§ Activity
From the entries, copy each line that includes "view".

(Dataset entries)
================
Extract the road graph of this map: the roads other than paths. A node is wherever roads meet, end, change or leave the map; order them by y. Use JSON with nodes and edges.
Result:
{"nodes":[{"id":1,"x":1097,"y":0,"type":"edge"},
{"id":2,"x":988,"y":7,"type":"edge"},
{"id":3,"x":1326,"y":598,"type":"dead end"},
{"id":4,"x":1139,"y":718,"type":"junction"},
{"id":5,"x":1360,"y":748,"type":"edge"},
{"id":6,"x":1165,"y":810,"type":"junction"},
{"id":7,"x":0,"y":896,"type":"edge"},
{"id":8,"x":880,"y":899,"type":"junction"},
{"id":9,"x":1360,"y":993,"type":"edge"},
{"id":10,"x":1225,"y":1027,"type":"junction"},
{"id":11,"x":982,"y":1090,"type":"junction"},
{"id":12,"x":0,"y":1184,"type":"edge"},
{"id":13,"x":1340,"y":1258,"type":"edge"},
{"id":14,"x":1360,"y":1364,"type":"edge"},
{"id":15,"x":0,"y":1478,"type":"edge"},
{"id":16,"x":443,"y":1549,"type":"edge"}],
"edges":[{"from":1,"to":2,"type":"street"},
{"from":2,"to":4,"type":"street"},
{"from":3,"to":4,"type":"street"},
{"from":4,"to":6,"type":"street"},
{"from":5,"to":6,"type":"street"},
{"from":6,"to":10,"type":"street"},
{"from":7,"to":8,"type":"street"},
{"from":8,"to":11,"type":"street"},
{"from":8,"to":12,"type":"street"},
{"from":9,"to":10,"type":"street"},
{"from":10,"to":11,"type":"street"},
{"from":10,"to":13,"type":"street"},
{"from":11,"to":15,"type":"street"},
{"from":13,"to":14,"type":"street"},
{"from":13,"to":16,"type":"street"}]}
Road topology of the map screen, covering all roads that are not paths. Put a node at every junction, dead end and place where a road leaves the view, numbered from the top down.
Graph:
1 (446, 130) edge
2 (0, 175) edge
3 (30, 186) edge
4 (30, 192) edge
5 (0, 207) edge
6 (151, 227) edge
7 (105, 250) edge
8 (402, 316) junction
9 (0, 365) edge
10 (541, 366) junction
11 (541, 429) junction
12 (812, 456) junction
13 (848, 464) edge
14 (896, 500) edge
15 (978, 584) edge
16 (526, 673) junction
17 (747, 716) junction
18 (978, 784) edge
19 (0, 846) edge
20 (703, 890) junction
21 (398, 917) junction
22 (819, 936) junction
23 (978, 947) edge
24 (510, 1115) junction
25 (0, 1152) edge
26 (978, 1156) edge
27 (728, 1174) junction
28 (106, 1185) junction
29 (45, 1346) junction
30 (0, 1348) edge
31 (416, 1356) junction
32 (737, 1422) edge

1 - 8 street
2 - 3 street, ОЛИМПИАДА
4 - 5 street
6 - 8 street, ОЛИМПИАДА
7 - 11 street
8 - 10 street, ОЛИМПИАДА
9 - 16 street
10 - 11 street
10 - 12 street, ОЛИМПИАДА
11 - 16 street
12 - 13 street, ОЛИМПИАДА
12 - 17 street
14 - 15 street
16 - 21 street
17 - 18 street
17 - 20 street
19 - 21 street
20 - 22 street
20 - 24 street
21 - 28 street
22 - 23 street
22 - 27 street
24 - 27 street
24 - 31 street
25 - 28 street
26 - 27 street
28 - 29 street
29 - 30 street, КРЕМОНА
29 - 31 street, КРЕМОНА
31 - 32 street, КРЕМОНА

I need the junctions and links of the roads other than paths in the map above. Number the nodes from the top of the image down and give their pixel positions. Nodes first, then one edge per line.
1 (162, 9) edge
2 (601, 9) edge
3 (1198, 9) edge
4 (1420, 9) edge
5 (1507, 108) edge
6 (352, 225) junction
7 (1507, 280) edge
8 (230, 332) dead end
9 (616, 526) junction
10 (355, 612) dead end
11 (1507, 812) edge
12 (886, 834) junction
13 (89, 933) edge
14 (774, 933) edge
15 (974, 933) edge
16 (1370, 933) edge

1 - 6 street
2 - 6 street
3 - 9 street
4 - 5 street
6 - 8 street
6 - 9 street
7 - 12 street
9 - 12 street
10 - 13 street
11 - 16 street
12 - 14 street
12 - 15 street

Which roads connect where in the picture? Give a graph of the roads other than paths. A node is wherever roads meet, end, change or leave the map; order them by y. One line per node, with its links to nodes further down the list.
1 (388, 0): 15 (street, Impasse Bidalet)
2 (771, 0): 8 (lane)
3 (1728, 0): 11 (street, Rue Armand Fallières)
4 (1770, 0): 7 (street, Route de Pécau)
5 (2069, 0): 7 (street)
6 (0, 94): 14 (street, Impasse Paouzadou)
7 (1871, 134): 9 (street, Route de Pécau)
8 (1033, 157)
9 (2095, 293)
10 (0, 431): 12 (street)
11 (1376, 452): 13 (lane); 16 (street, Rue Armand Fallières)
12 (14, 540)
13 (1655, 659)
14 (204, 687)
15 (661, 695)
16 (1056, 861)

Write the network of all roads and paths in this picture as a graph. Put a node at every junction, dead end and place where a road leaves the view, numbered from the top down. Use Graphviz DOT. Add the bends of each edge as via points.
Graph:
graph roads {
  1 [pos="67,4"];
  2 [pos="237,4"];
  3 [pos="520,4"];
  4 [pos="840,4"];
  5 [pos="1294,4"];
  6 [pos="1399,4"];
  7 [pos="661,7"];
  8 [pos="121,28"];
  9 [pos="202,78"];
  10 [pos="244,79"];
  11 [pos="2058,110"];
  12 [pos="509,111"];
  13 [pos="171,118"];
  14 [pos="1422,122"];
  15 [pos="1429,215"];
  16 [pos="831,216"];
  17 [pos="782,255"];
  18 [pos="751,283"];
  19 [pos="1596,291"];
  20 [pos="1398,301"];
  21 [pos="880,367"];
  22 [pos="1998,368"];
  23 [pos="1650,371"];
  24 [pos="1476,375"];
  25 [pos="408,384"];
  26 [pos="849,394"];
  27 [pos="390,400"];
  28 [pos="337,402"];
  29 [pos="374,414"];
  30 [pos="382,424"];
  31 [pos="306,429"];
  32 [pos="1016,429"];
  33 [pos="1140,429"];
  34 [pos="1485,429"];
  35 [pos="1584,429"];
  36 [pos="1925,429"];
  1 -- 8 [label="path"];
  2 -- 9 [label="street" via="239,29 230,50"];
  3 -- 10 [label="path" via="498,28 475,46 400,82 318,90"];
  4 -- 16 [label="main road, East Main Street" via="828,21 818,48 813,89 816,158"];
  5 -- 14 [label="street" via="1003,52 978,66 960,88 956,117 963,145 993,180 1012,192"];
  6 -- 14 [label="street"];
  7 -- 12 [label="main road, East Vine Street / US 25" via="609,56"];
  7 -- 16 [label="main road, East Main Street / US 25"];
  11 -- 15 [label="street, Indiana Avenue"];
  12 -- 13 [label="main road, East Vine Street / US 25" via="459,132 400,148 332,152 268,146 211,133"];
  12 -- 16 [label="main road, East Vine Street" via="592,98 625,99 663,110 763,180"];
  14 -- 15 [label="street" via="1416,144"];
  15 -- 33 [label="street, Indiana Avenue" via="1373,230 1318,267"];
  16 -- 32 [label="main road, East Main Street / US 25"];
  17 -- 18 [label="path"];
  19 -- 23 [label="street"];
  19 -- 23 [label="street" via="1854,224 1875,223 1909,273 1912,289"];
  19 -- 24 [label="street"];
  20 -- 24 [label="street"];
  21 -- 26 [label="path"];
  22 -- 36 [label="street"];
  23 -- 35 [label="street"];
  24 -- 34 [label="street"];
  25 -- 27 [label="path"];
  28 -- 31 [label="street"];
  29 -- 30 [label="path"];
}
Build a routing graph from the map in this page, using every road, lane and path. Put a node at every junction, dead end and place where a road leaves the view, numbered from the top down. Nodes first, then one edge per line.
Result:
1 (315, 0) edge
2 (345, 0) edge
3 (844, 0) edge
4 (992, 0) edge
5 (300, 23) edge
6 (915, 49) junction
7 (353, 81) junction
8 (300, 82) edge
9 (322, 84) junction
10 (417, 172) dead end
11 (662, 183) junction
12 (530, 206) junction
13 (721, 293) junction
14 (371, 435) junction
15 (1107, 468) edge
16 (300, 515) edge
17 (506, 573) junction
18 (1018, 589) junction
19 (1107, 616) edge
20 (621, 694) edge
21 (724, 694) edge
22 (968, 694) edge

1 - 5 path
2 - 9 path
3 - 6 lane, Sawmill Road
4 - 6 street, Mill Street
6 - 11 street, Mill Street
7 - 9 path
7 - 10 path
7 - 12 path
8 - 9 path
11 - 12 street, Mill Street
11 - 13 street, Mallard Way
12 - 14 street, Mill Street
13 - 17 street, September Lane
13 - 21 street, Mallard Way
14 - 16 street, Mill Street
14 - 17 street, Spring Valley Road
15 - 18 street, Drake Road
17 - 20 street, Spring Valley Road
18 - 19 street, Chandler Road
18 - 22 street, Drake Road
================
§ Finished exercise
Road topology of the map screen, covering all roads that are not paths. Put a node at every junction, dead end and place where a road leaves the view, numbered from the top down.
Write the network of all roads and paths in this picture as a graph. Put a node at every junction, dead end and place where a road leaves the view, numbered from the top down. Use Graphviz DOT. Add the bends of each edge as via points.
Build a routing graph from the map in this page, using every road, lane and path. Put a node at every junction, dead end and place where a road leaves the view, numbered from the top down. Nodes first, then one edge per line.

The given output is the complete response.